PROMPT: Go through the listing below and say how many lines contain "street"; write nothing but the number.

[[ DATA SECTION open ]]

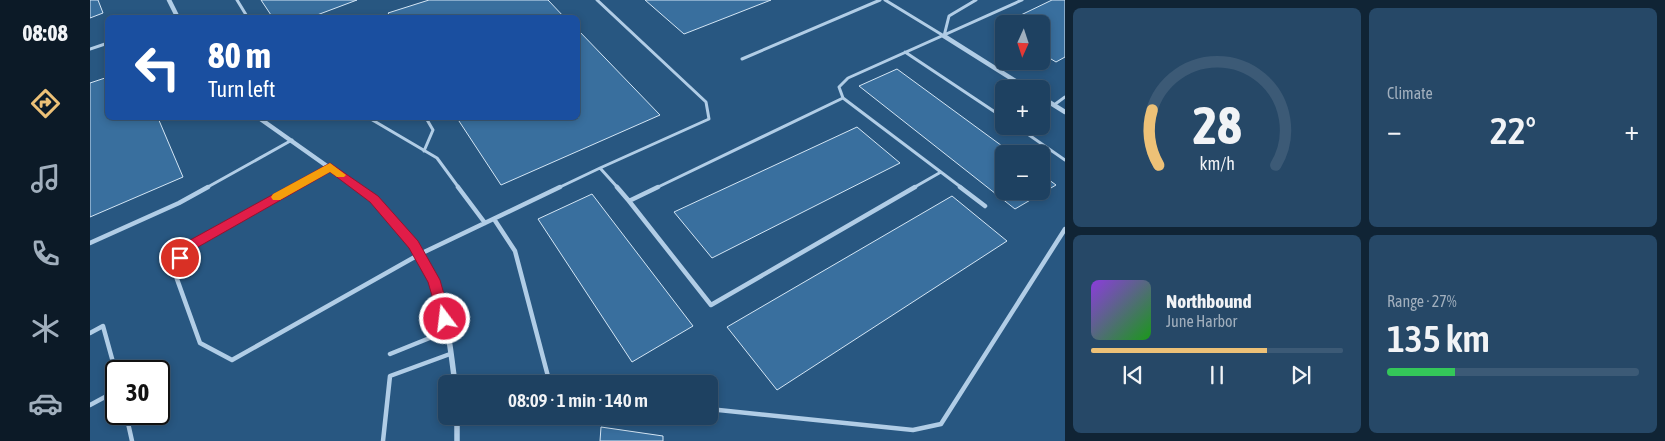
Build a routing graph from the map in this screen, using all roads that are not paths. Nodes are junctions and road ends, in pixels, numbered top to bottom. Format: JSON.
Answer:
{"nodes":[{"id":1,"x":169,"y":0,"type":"edge"},
{"id":2,"x":237,"y":0,"type":"edge"},
{"id":3,"x":597,"y":0,"type":"edge"},
{"id":4,"x":880,"y":0,"type":"edge"},
{"id":5,"x":885,"y":0,"type":"edge"},
{"id":6,"x":976,"y":0,"type":"edge"},
{"id":7,"x":1022,"y":0,"type":"edge"},
{"id":8,"x":176,"y":15,"type":"edge"},
{"id":9,"x":246,"y":15,"type":"edge"},
{"id":10,"x":944,"y":36,"type":"junction"},
{"id":11,"x":105,"y":44,"type":"edge"},
{"id":12,"x":90,"y":49,"type":"edge"},
{"id":13,"x":905,"y":52,"type":"junction"},
{"id":14,"x":742,"y":59,"type":"dead end"},
{"id":15,"x":1014,"y":80,"type":"edge"},
{"id":16,"x":1065,"y":97,"type":"edge"},
{"id":17,"x":843,"y":98,"type":"junction"},
{"id":18,"x":1050,"y":103,"type":"edge"},
{"id":19,"x":1054,"y":105,"type":"junction"},
{"id":20,"x":995,"y":112,"type":"edge"},
{"id":21,"x":1065,"y":112,"type":"edge"},
{"id":22,"x":262,"y":120,"type":"edge"},
{"id":23,"x":372,"y":120,"type":"edge"},
{"id":24,"x":427,"y":120,"type":"edge"},
{"id":25,"x":1029,"y":135,"type":"edge"},
{"id":26,"x":292,"y":140,"type":"junction"},
{"id":27,"x":424,"y":151,"type":"junction"},
{"id":28,"x":1065,"y":160,"type":"edge"},
{"id":29,"x":330,"y":167,"type":"junction"},
{"id":30,"x":600,"y":168,"type":"junction"},
{"id":31,"x":941,"y":172,"type":"junction"},
{"id":32,"x":629,"y":201,"type":"junction"},
{"id":33,"x":985,"y":206,"type":"dead end"},
{"id":34,"x":494,"y":219,"type":"junction"},
{"id":35,"x":485,"y":223,"type":"junction"},
{"id":36,"x":1065,"y":230,"type":"edge"},
{"id":37,"x":90,"y":243,"type":"edge"},
{"id":38,"x":420,"y":254,"type":"junction"},
{"id":39,"x":448,"y":331,"type":"junction"},
{"id":40,"x":90,"y":333,"type":"edge"},
{"id":41,"x":390,"y":354,"type":"dead end"},
{"id":42,"x":450,"y":354,"type":"junction"},
{"id":43,"x":112,"y":360,"type":"edge"},
{"id":44,"x":454,"y":375,"type":"edge"},
{"id":45,"x":548,"y":375,"type":"edge"},
{"id":46,"x":105,"y":397,"type":"edge"},
{"id":47,"x":90,"y":405,"type":"edge"},
{"id":48,"x":718,"y":410,"type":"edge"},
{"id":49,"x":128,"y":425,"type":"edge"},
{"id":50,"x":457,"y":425,"type":"edge"},
{"id":51,"x":132,"y":441,"type":"edge"},
{"id":52,"x":383,"y":441,"type":"edge"},
{"id":53,"x":457,"y":441,"type":"edge"}],
"edges":[{"from":1,"to":8,"type":"street"},
{"from":2,"to":9,"type":"lane"},
{"from":3,"to":30,"type":"lane"},
{"from":4,"to":14,"type":"lane"},
{"from":5,"to":10,"type":"lane"},
{"from":6,"to":10,"type":"lane"},
{"from":7,"to":10,"type":"lane"},
{"from":10,"to":13,"type":"lane"},
{"from":10,"to":15,"type":"street"},
{"from":11,"to":12,"type":"lane"},
{"from":13,"to":17,"type":"lane"},
{"from":13,"to":20,"type":"lane"},
{"from":16,"to":19,"type":"lane"},
{"from":17,"to":31,"type":"lane"},
{"from":17,"to":32,"type":"lane"},
{"from":18,"to":19,"type":"street"},
{"from":19,"to":21,"type":"street"},
{"from":22,"to":26,"type":"street"},
{"from":23,"to":27,"type":"lane"},
{"from":24,"to":27,"type":"lane"},
{"from":25,"to":28,"type":"lane"},
{"from":26,"to":29,"type":"street"},
{"from":26,"to":37,"type":"lane"},
{"from":27,"to":35,"type":"lane"},
{"from":29,"to":38,"type":"street"},
{"from":29,"to":38,"type":"lane"},
{"from":30,"to":32,"type":"lane"},
{"from":30,"to":34,"type":"lane"},
{"from":31,"to":32,"type":"lane"},
{"from":31,"to":33,"type":"lane"},
{"from":34,"to":35,"type":"lane"},
{"from":34,"to":45,"type":"lane"},
{"from":35,"to":38,"type":"lane"},
{"from":36,"to":48,"type":"lane"},
{"from":38,"to":39,"type":"street"},
{"from":39,"to":41,"type":"lane"},
{"from":39,"to":42,"type":"street"},
{"from":40,"to":43,"type":"lane"},
{"from":42,"to":44,"type":"street"},
{"from":42,"to":52,"type":"lane"},
{"from":46,"to":47,"type":"lane"},
{"from":49,"to":51,"type":"lane"},
{"from":50,"to":53,"type":"street"}]}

[[ DATA SECTION closed ]]

ANSWER FOR THE TASK: 11